*** Data provided Section Begins ***

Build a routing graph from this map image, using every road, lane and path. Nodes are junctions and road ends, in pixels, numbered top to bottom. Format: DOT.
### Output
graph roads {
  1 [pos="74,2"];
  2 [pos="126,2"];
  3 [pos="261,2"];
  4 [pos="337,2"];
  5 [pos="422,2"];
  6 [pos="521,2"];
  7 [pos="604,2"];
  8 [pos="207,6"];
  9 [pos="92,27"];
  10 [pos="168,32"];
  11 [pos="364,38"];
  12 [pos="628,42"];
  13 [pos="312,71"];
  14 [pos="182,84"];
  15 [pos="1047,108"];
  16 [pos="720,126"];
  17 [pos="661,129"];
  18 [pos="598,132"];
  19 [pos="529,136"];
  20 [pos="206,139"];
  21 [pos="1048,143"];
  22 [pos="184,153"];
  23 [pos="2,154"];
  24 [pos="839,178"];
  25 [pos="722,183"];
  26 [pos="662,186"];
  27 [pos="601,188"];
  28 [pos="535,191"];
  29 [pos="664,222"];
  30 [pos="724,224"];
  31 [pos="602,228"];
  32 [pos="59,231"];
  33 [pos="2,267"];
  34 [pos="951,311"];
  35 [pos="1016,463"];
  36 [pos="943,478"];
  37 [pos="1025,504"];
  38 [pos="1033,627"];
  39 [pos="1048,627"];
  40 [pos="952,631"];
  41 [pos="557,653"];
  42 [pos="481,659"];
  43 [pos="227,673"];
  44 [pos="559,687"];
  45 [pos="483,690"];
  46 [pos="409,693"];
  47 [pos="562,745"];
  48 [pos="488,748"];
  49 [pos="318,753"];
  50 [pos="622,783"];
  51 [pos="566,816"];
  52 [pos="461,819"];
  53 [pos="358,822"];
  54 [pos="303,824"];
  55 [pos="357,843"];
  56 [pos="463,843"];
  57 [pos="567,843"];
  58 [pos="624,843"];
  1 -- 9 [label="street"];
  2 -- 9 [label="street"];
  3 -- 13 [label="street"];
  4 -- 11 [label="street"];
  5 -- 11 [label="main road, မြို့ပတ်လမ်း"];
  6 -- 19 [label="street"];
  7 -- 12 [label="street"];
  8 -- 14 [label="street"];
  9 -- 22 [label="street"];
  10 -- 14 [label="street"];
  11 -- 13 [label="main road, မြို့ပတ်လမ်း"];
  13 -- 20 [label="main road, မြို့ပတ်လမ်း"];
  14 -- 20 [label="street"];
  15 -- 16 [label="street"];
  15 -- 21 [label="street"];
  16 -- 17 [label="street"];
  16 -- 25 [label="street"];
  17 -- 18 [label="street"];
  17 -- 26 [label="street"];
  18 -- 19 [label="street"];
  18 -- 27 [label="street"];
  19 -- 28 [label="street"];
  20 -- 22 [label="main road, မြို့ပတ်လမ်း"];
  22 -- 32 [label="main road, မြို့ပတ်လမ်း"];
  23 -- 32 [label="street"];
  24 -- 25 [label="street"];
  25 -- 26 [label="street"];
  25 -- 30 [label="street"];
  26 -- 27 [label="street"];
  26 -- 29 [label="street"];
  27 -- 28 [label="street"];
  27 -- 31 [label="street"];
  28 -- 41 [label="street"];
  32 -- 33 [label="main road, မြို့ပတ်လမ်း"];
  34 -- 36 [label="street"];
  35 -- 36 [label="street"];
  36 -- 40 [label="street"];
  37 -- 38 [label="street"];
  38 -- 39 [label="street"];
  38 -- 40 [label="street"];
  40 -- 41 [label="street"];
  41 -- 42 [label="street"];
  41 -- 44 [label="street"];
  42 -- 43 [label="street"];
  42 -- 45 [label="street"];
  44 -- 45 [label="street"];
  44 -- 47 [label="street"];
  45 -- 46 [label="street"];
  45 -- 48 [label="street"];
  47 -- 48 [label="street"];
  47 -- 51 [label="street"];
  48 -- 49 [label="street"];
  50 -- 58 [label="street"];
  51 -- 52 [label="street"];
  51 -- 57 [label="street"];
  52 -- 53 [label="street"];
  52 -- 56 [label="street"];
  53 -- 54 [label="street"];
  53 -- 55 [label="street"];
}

*** Data provided Section Ends ***

* _Problem_:
What you give back should be the full listing, copied exactly.

* _Answer_:
Build a routing graph from this map image, using every road, lane and path. Nodes are junctions and road ends, in pixels, numbered top to bottom. Format: DOT.
### Output
graph roads {
  1 [pos="74,2"];
  2 [pos="126,2"];
  3 [pos="261,2"];
  4 [pos="337,2"];
  5 [pos="422,2"];
  6 [pos="521,2"];
  7 [pos="604,2"];
  8 [pos="207,6"];
  9 [pos="92,27"];
  10 [pos="168,32"];
  11 [pos="364,38"];
  12 [pos="628,42"];
  13 [pos="312,71"];
  14 [pos="182,84"];
  15 [pos="1047,108"];
  16 [pos="720,126"];
  17 [pos="661,129"];
  18 [pos="598,132"];
  19 [pos="529,136"];
  20 [pos="206,139"];
  21 [pos="1048,143"];
  22 [pos="184,153"];
  23 [pos="2,154"];
  24 [pos="839,178"];
  25 [pos="722,183"];
  26 [pos="662,186"];
  27 [pos="601,188"];
  28 [pos="535,191"];
  29 [pos="664,222"];
  30 [pos="724,224"];
  31 [pos="602,228"];
  32 [pos="59,231"];
  33 [pos="2,267"];
  34 [pos="951,311"];
  35 [pos="1016,463"];
  36 [pos="943,478"];
  37 [pos="1025,504"];
  38 [pos="1033,627"];
  39 [pos="1048,627"];
  40 [pos="952,631"];
  41 [pos="557,653"];
  42 [pos="481,659"];
  43 [pos="227,673"];
  44 [pos="559,687"];
  45 [pos="483,690"];
  46 [pos="409,693"];
  47 [pos="562,745"];
  48 [pos="488,748"];
  49 [pos="318,753"];
  50 [pos="622,783"];
  51 [pos="566,816"];
  52 [pos="461,819"];
  53 [pos="358,822"];
  54 [pos="303,824"];
  55 [pos="357,843"];
  56 [pos="463,843"];
  57 [pos="567,843"];
  58 [pos="624,843"];
  1 -- 9 [label="street"];
  2 -- 9 [label="street"];
  3 -- 13 [label="street"];
  4 -- 11 [label="street"];
  5 -- 11 [label="main road, မြို့ပတ်လမ်း"];
  6 -- 19 [label="street"];
  7 -- 12 [label="street"];
  8 -- 14 [label="street"];
  9 -- 22 [label="street"];
  10 -- 14 [label="street"];
  11 -- 13 [label="main road, မြို့ပတ်လမ်း"];
  13 -- 20 [label="main road, မြို့ပတ်လမ်း"];
  14 -- 20 [label="street"];
  15 -- 16 [label="street"];
  15 -- 21 [label="street"];
  16 -- 17 [label="street"];
  16 -- 25 [label="street"];
  17 -- 18 [label="street"];
  17 -- 26 [label="street"];
  18 -- 19 [label="street"];
  18 -- 27 [label="street"];
  19 -- 28 [label="street"];
  20 -- 22 [label="main road, မြို့ပတ်လမ်း"];
  22 -- 32 [label="main road, မြို့ပတ်လမ်း"];
  23 -- 32 [label="street"];
  24 -- 25 [label="street"];
  25 -- 26 [label="street"];
  25 -- 30 [label="street"];
  26 -- 27 [label="street"];
  26 -- 29 [label="street"];
  27 -- 28 [label="street"];
  27 -- 31 [label="street"];
  28 -- 41 [label="street"];
  32 -- 33 [label="main road, မြို့ပတ်လမ်း"];
  34 -- 36 [label="street"];
  35 -- 36 [label="street"];
  36 -- 40 [label="street"];
  37 -- 38 [label="street"];
  38 -- 39 [label="street"];
  38 -- 40 [label="street"];
  40 -- 41 [label="street"];
  41 -- 42 [label="street"];
  41 -- 44 [label="street"];
  42 -- 43 [label="street"];
  42 -- 45 [label="street"];
  44 -- 45 [label="street"];
  44 -- 47 [label="street"];
  45 -- 46 [label="street"];
  45 -- 48 [label="street"];
  47 -- 48 [label="street"];
  47 -- 51 [label="street"];
  48 -- 49 [label="street"];
  50 -- 58 [label="street"];
  51 -- 52 [label="street"];
  51 -- 57 [label="street"];
  52 -- 53 [label="street"];
  52 -- 56 [label="street"];
  53 -- 54 [label="street"];
  53 -- 55 [label="street"];
}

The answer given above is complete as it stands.